+++ DATA LISTING +++
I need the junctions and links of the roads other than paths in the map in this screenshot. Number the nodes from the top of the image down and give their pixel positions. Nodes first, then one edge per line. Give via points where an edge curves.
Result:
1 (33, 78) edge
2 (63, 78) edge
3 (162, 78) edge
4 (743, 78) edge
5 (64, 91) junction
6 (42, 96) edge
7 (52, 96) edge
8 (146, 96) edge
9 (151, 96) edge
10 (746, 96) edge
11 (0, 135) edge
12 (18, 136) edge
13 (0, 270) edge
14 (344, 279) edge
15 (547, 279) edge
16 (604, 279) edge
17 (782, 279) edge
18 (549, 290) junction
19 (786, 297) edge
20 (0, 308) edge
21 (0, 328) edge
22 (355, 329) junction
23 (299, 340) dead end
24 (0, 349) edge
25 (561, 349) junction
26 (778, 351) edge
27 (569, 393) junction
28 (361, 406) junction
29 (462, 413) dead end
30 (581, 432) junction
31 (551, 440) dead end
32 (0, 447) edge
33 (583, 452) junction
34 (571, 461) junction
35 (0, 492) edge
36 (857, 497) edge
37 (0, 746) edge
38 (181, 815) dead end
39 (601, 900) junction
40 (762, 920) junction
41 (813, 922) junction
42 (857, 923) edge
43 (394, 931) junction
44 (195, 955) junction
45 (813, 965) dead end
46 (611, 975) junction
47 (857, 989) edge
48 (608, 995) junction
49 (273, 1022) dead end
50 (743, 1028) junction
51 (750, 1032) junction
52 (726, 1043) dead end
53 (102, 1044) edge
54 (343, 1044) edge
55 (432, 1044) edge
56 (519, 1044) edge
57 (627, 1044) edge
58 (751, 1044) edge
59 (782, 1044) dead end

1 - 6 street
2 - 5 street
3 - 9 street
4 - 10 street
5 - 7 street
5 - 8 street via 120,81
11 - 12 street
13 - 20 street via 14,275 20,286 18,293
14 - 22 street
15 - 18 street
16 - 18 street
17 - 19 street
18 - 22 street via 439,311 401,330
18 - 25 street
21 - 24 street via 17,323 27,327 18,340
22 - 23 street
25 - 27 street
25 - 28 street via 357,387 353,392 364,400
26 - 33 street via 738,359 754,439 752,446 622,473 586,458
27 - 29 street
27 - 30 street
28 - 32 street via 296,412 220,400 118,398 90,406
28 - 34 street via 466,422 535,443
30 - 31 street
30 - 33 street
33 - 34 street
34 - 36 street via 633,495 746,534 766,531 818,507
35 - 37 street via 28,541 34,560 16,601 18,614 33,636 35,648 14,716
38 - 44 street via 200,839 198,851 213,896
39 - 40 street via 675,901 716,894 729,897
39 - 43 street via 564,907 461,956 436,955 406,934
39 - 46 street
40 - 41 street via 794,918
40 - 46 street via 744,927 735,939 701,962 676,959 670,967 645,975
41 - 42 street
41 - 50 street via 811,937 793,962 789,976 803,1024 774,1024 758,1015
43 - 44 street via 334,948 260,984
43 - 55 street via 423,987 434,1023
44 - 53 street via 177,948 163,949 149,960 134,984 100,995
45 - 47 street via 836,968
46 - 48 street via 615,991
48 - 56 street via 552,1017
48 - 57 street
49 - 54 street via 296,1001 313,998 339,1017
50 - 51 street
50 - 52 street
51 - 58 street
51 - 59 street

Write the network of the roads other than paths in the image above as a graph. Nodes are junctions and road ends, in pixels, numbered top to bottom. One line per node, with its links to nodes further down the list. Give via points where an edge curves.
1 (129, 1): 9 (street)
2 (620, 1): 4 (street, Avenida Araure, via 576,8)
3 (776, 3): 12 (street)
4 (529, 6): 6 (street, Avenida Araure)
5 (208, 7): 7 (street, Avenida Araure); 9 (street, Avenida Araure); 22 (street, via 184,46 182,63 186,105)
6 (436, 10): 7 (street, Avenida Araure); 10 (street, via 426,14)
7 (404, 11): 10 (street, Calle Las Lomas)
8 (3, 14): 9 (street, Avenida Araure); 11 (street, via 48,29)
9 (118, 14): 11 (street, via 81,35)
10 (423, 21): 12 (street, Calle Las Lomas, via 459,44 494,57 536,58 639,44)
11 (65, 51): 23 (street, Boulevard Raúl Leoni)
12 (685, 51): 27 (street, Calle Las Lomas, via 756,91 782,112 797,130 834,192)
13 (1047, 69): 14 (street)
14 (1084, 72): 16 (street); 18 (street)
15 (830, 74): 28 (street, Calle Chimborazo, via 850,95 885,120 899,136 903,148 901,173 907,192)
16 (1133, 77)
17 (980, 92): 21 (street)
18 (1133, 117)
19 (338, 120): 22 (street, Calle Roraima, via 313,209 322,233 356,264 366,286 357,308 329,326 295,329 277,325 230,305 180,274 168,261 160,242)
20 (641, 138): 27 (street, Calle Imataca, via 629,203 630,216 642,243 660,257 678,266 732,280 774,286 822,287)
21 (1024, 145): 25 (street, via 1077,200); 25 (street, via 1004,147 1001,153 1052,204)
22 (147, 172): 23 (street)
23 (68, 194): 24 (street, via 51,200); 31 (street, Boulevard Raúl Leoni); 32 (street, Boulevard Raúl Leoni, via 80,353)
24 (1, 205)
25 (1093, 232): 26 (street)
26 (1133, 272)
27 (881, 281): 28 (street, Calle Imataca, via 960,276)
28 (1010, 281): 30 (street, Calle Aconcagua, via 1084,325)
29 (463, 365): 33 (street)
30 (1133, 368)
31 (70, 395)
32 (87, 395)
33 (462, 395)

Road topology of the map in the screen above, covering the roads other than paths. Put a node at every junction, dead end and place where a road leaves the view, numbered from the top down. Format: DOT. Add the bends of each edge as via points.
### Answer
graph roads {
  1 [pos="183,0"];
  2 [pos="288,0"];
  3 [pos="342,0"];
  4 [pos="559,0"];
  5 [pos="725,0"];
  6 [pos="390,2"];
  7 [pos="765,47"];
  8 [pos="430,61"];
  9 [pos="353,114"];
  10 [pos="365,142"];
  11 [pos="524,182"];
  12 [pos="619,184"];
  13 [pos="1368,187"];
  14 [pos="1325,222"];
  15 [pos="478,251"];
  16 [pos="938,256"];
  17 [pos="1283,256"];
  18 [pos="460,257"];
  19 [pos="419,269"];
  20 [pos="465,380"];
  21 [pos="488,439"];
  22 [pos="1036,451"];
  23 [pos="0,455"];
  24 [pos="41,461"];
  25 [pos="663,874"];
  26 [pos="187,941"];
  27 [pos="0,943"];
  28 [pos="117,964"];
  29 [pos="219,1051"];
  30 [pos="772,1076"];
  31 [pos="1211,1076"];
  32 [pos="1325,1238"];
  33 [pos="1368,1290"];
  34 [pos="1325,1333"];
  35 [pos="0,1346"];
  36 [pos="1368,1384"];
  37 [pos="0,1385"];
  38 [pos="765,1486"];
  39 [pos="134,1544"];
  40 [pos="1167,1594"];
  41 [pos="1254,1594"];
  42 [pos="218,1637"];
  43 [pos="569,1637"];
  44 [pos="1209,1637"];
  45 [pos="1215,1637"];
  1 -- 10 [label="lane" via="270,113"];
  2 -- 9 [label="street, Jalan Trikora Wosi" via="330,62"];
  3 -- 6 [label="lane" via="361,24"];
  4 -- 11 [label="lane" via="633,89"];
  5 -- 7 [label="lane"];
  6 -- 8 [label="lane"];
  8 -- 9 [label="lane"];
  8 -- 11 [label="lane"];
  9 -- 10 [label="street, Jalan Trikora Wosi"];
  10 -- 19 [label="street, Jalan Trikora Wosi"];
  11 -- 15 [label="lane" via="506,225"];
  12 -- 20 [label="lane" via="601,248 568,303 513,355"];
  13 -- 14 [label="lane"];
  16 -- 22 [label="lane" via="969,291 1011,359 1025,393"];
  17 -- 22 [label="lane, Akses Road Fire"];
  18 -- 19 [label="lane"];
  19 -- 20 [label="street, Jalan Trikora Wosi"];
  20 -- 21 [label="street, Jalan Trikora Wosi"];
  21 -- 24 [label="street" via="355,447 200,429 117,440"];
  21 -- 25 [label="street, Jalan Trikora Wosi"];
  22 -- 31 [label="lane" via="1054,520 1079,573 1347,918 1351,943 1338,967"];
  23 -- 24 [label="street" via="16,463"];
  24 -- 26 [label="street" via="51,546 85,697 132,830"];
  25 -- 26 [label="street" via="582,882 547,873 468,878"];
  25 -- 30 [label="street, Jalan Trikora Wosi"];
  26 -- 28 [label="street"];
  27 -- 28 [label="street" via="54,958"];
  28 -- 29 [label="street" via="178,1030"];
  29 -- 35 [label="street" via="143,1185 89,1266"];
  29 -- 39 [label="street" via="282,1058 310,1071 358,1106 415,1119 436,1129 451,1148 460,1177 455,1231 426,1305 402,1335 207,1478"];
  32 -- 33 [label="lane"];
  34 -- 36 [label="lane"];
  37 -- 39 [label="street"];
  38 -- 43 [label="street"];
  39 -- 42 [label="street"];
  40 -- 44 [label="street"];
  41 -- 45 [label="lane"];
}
+++
Note every line above where the string "Raúl" shows up, and copy those lines.

ANSWER BOX:
11 (65, 51): 23 (street, Boulevard Raúl Leoni)
23 (68, 194): 24 (street, via 51,200); 31 (street, Boulevard Raúl Leoni); 32 (street, Boulevard Raúl Leoni, via 80,353)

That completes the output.